Every poor decision I have made in my life is informed by a low self esteem and the basic human need to be loved and accepted and to belong--from smoking to the lovely choices I've made in romantic partners.

So my rambling point here is that I, of all people, should know how words can destroy someone.

Fast forward.

ANECDOTE TWO: THE KING OF HYPOCRISY

One day in the eighth grade, walking home from school toward Highland Park Cemetary, I was happy to see my friends. They were smoking cigarettes and I was about to light up too and to offer my mother's stolen cigarettes to my friends as the price of our friendship, but today from a distance, I could tell something was going on... I realize today we were America's slumdogs. They were in a circle around something. Thinking it was a fight, I picked up speed so I could try to put a stop to it. As I got closer, I realized it was a person.

As I got even closer, I recognized the person. It was Reeka. Nobody liked Reeka. She'd spontaneously urinate herself in the middle of class, and I think that was the primary basis of people's hatred of her. I remember people fighting over not sitting in the desk she'd peed earlier that day in Ms. Kaiser's classroom. The next year, she got caught with David outside of Ms. Stafford's room having sex.

As I came in proximity, I noticed that my friends were violently ripping magazines from her arms that were preciously clutching them as if they were some priceless treasure. They were spitting on her. The things they said to her were so vile that I cannot now for the life of me remember a single one. And for once in my life, I was just glad it wasn't me. I did something that I will go to my grave regretting. I joined them. I called her a loser. I told her that nobody liked her and that noboy wanted her. The only redeeming thing I saw from myself that afternoon is that I told my friends she had enough and to leave her alone. They did.

When I got home, I went to my room and cried and cried and cried for the words that left my mouth. I had to go and confess to my mother, a teacher at the very school both Reeka and I attended. I don't think I've ever seen my mother look more disappointed. I started crying again, and my mother made me promise to never tell anyone (sorry mom, I've got a big mouth) as she was breaking confidentiality by telling me, but she told me that the reason Reeka urinated herself in class is that she was repeatedly raped for years by her father. And those magazines she clutched like a treasure? Well, her family was too poor to afford any books growing up and she was learning how to read in junior high and Ms. Kaiser gave those magazines to her (I'm crying now; Reeka, I'm so sorry) so she could practice learning how to read.

I will never, ever forgive myself for what I did. As a young adult, the heavens gave me the opportunity to apologize. I ran into Reeka scheduling a child development screening for my son. In near tears, I had to apologize profusely to her.

I use this story to teach my kids why ridiculing, even in a joking way, is not acceptable in my classroom. What if my words were the last she needed to hear to end herself?
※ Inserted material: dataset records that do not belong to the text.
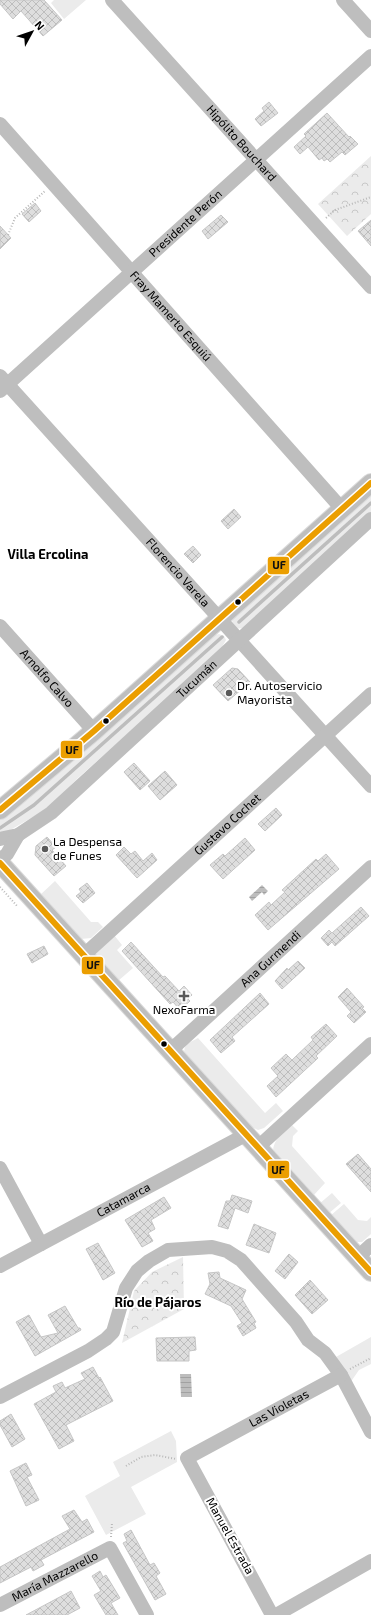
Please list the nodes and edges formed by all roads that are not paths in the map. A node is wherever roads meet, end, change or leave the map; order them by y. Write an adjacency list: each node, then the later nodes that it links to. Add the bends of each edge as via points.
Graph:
1 (112, 0): 6 (street, Hipólito Bouchard)
2 (343, 0): 3 (street)
3 (371, 31)
4 (371, 56): 6 (street, Presidente Perón)
5 (0, 124): 7 (street, Fray Mamerto Esquiú)
6 (256, 160): 7 (street, Presidente Perón); 8 (street, Hipólito Bouchard)
7 (132, 272): 9 (street, Presidente Perón); 11 (street, Fray Mamerto Esquiú)
8 (371, 287)
9 (2, 384): 13 (street, Florencio Varela)
10 (371, 483): 11 (main road)
11 (342, 509): 13 (main road)
12 (371, 519): 15 (street, Tucumán)
13 (219, 619): 15 (street, Florencio Varela); 17 (main road)
14 (0, 626): 17 (street, Arnolfo Calvo)
15 (239, 641): 18 (street, Florencio Varela); 21 (street, Tucumán, via 50,813)
16 (371, 694): 18 (street, Gustavo Cochet)
17 (94, 731): 20 (main road)
18 (325, 735): 19 (street, Florencio Varela); 26 (street, Gustavo Cochet)
19 (371, 786)
20 (0, 810)
21 (18, 835): 22 (street, Tucumán); 23 (street, Tucumán, via 7,854)
22 (0, 839)
23 (0, 860)
24 (0, 863): 26 (main road)
25 (371, 867): 28 (street, Ana Gurmendi)
26 (84, 955): 28 (main road)
27 (371, 1044): 29 (street, Catamarca)
28 (171, 1050): 29 (main road)
29 (253, 1140): 31 (street, Catamarca); 33 (main road)
30 (0, 1168): 31 (street)
31 (41, 1244): 34 (street, Catamarca)
32 (371, 1245): 33 (street)
33 (358, 1257): 35 (main road)
34 (0, 1266)
35 (371, 1272)
36 (341, 1374): 37 (street, via 320,1348 308,1340 296,1322 242,1260 227,1250 168,1250 137,1271 126,1288 113,1332 106,1339); 38 (street); 39 (street, Las Violetas)
37 (0, 1397)
38 (371, 1432)
39 (187, 1458): 43 (street, Manuel Estrada)
40 (371, 1561): 43 (street)
41 (0, 1605): 42 (street, María Mazzarello, via 110,1548)
42 (147, 1615)
43 (274, 1615)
Americans have a lot of apologizing to do. And the sick and sad thing is most of the people who have apologizing they need to do are oblivious...

Klebold and Harris... "Where were their parents?!?" the sickening meme went... Excuse me, but where were the parents of the children who ridiculed them their entire lives and why can't they take any of the responsibility for raising such thoroughly heartless children? I'm not saying their actions were justified. To the contrary. But there was such an opportunity there to talk about something we as a culture have normalized as a "fact of life" or "rite of passage" that was squandered playing the blame game. I always like to remember that when one points one's finger, three of one's fingers point squarely back at the one doing the pointing.